結構指導的理性設計方法則提供了一種穩健策略,可采樣出高度多樣化的蛋白質序列,甚至包括自然界中不存在的結構,從而實現蛋白質的從頭設計。盡管該方法在動態開關和 DNA 結合蛋白的設計上已取得成功,但對于具有多個功能結構域和構象狀態的復雜酶(例如 RNA 引導的核酸酶)的設計,依然是一個極具吸引力卻尚未解決的難題。
2026 年 7 月 15 日,CRISPR 基因編輯先驅、諾獎得主Jennifer Doudna教授在國際頂尖學術期刊Science上發表了題為:Structure and evolution-guided design of minimal RNA-guided nucleases 的研究論文。

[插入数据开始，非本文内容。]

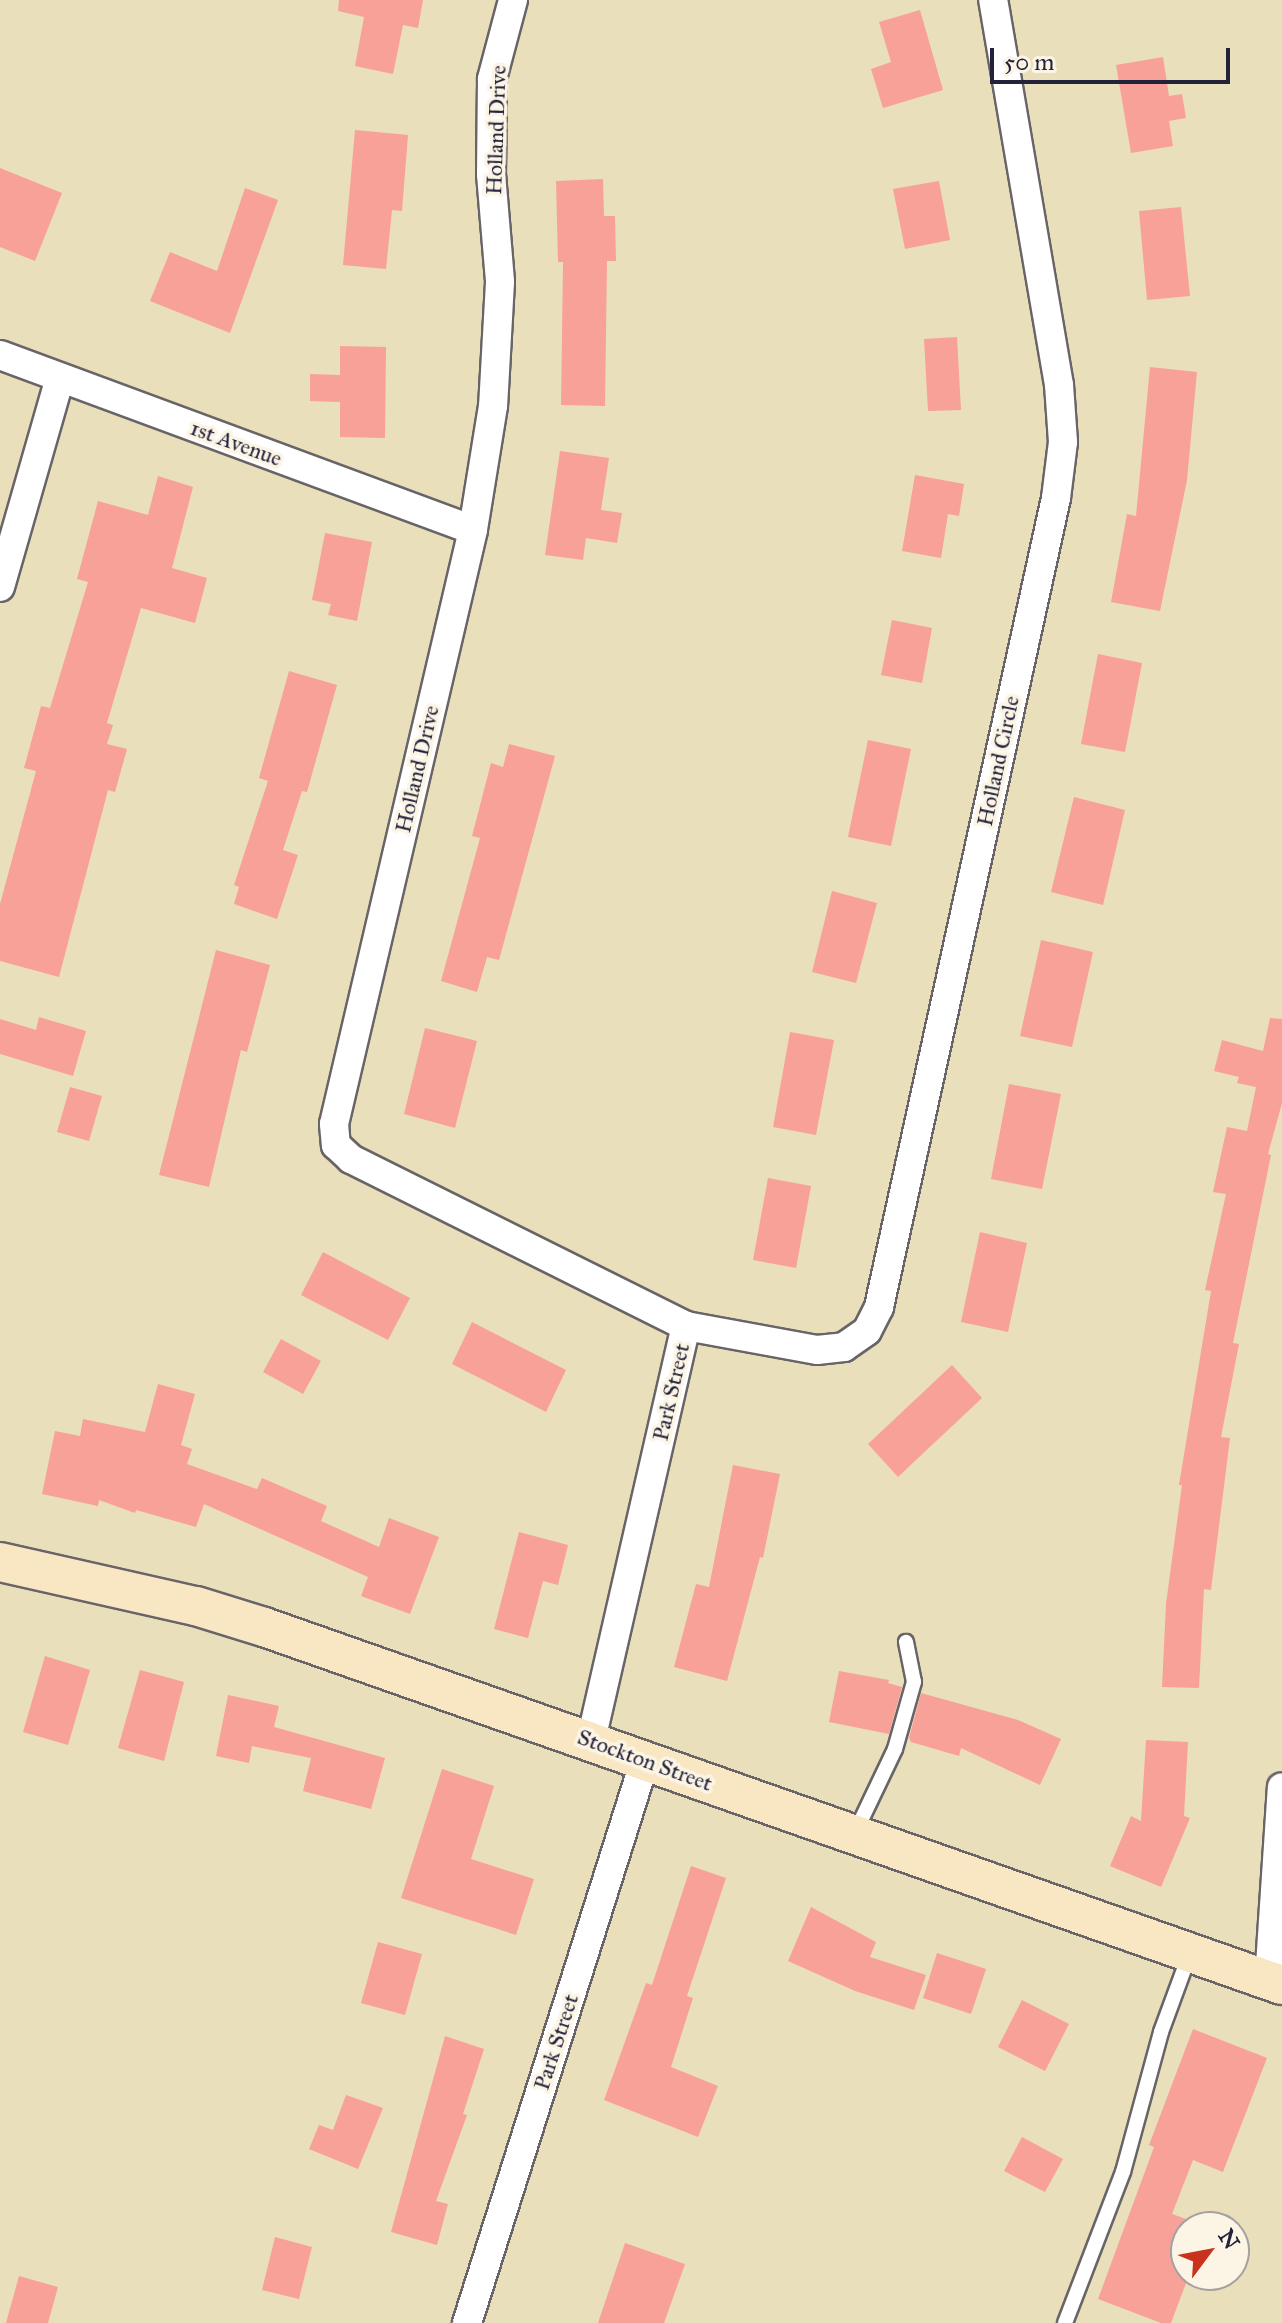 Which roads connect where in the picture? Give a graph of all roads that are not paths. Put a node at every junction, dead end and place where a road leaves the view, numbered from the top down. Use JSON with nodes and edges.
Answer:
{"nodes":[{"id":1,"x":513,"y":0,"type":"edge"},
{"id":2,"x":993,"y":0,"type":"edge"},
{"id":3,"x":0,"y":355,"type":"edge"},
{"id":4,"x":60,"y":378,"type":"junction"},
{"id":5,"x":473,"y":530,"type":"junction"},
{"id":6,"x":0,"y":587,"type":"edge"},
{"id":7,"x":686,"y":1326,"type":"junction"},
{"id":8,"x":0,"y":1562,"type":"edge"},
{"id":9,"x":906,"y":1642,"type":"dead end"},
{"id":10,"x":591,"y":1740,"type":"junction"},
{"id":11,"x":645,"y":1760,"type":"junction"},
{"id":12,"x":1282,"y":1787,"type":"edge"},
{"id":13,"x":855,"y":1834,"type":"junction"},
{"id":14,"x":1190,"y":1953,"type":"junction"},
{"id":15,"x":1276,"y":1983,"type":"edge"},
{"id":16,"x":467,"y":2323,"type":"edge"},
{"id":17,"x":1065,"y":2323,"type":"edge"}],
"edges":[{"from":1,"to":5,"type":"street","name":"Holland Drive"},
{"from":2,"to":7,"type":"street","name":"Holland Circle"},
{"from":3,"to":4,"type":"street","name":"1st Avenue"},
{"from":4,"to":5,"type":"street","name":"1st Avenue"},
{"from":4,"to":6,"type":"street"},
{"from":5,"to":7,"type":"street","name":"Holland Drive"},
{"from":7,"to":10,"type":"street","name":"Park Street"},
{"from":8,"to":10,"type":"street","name":"Stockton Street"},
{"from":9,"to":13,"type":"lane"},
{"from":10,"to":11,"type":"street","name":"Stockton Street"},
{"from":11,"to":13,"type":"street","name":"Stockton Street"},
{"from":11,"to":16,"type":"street","name":"Park Street"},
{"from":12,"to":15,"type":"street"},
{"from":13,"to":14,"type":"street","name":"Stockton Street"},
{"from":14,"to":15,"type":"street","name":"Stockton Street"},
{"from":14,"to":17,"type":"lane"}]} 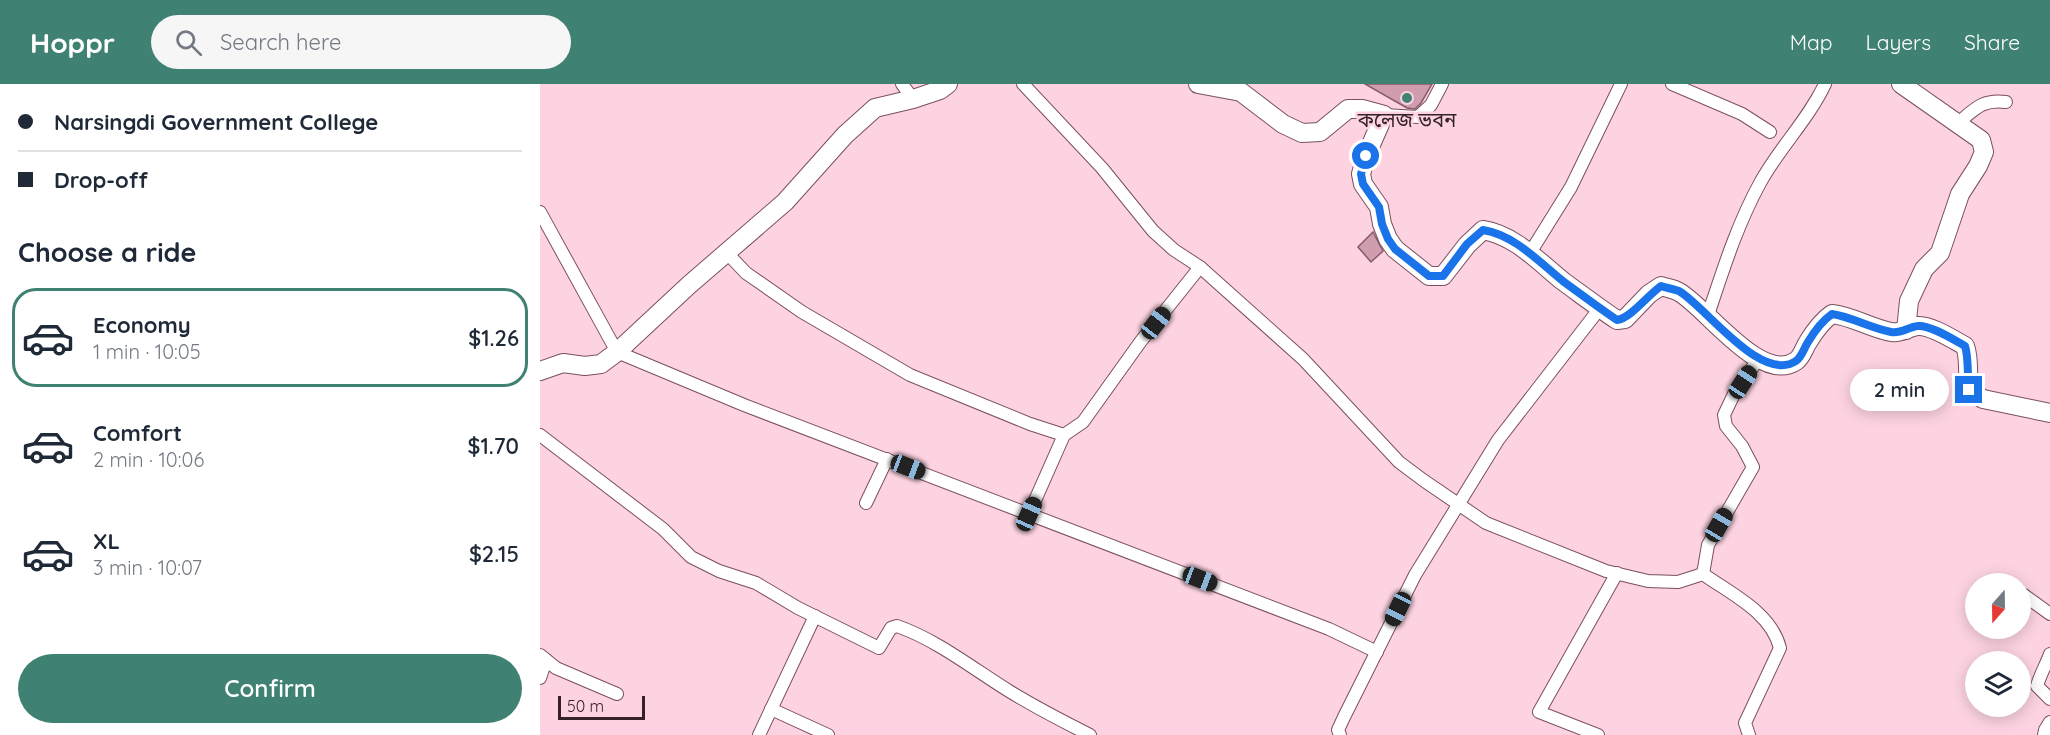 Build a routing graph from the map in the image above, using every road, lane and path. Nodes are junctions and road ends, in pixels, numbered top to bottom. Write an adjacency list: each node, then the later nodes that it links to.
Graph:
1 (948, 84): 9 (street)
2 (1023, 84): 17 (street)
3 (1198, 84): 11 (street)
4 (1442, 84): 11 (street)
5 (1621, 84): 16 (street)
6 (1672, 84): 13 (street)
7 (1826, 84): 19 (street)
8 (1901, 84): 12 (street)
9 (907, 91): 15 (street)
10 (2006, 102): 12 (street)
11 (1384, 115): 16 (street)
12 (1958, 123): 20 (street)
13 (1770, 132)
14 (540, 212): 21 (street)
15 (727, 253): 21 (street); 26 (street)
16 (1530, 253): 18 (street)
17 (1200, 267): 26 (street); 29 (street)
18 (1600, 308): 19 (street); 29 (street)
19 (1708, 315): 22 (street)
20 (1906, 330): 22 (street); 24 (street)
21 (617, 352): 23 (street); 27 (street)
22 (1759, 358): 32 (street)
23 (540, 371)
24 (2050, 413)
25 (540, 435): 35 (street)
26 (1064, 435): 30 (street)
27 (887, 459): 28 (street); 30 (street)
28 (866, 503)
29 (1458, 505): 31 (street); 36 (street)
30 (1029, 514): 36 (street)
31 (1617, 573): 32 (street); 48 (street)
32 (1702, 574): 49 (street)
33 (2031, 600): 34 (street)
34 (2050, 614)
35 (815, 616): 42 (street); 46 (street)
36 (1377, 652): 47 (street)
37 (2050, 654): 41 (street)
38 (543, 657): 39 (street); 40 (street)
39 (540, 678)
40 (617, 694)
41 (2050, 699)
42 (771, 709): 44 (street); 45 (street)
43 (2050, 722): 50 (street)
44 (759, 735)
45 (828, 735)
46 (1090, 735)
47 (1340, 735)
48 (1598, 735)
49 (1749, 735)
50 (2044, 735)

該研究采用一種蛋白質設計策略,將結構導向的逆折疊模型與基于進化的氨基酸殘基約束相結合,生成了活性強且序列多樣的TnpB 變體(最小的 CRISPR-Cas12 樣核酸酶),命名為——SynTnpB。通過高通量篩選 AI 生成的變體,獲得了在細菌、植物和人類細胞中保持甚至超過野生型活性的基因編輯工具。對其中序列差異化最大的變體進行冷凍電鏡結構解析,揭示了其在不同構象下 RNA-DNA 界面中的穩定相互作用,證明了該方法的設計潛力。這項研究建立了一種創造非天然 RNA 引導的核酸酶及構象活性核酸結合蛋白的策略,顯著擴展了可設計的蛋白質空間。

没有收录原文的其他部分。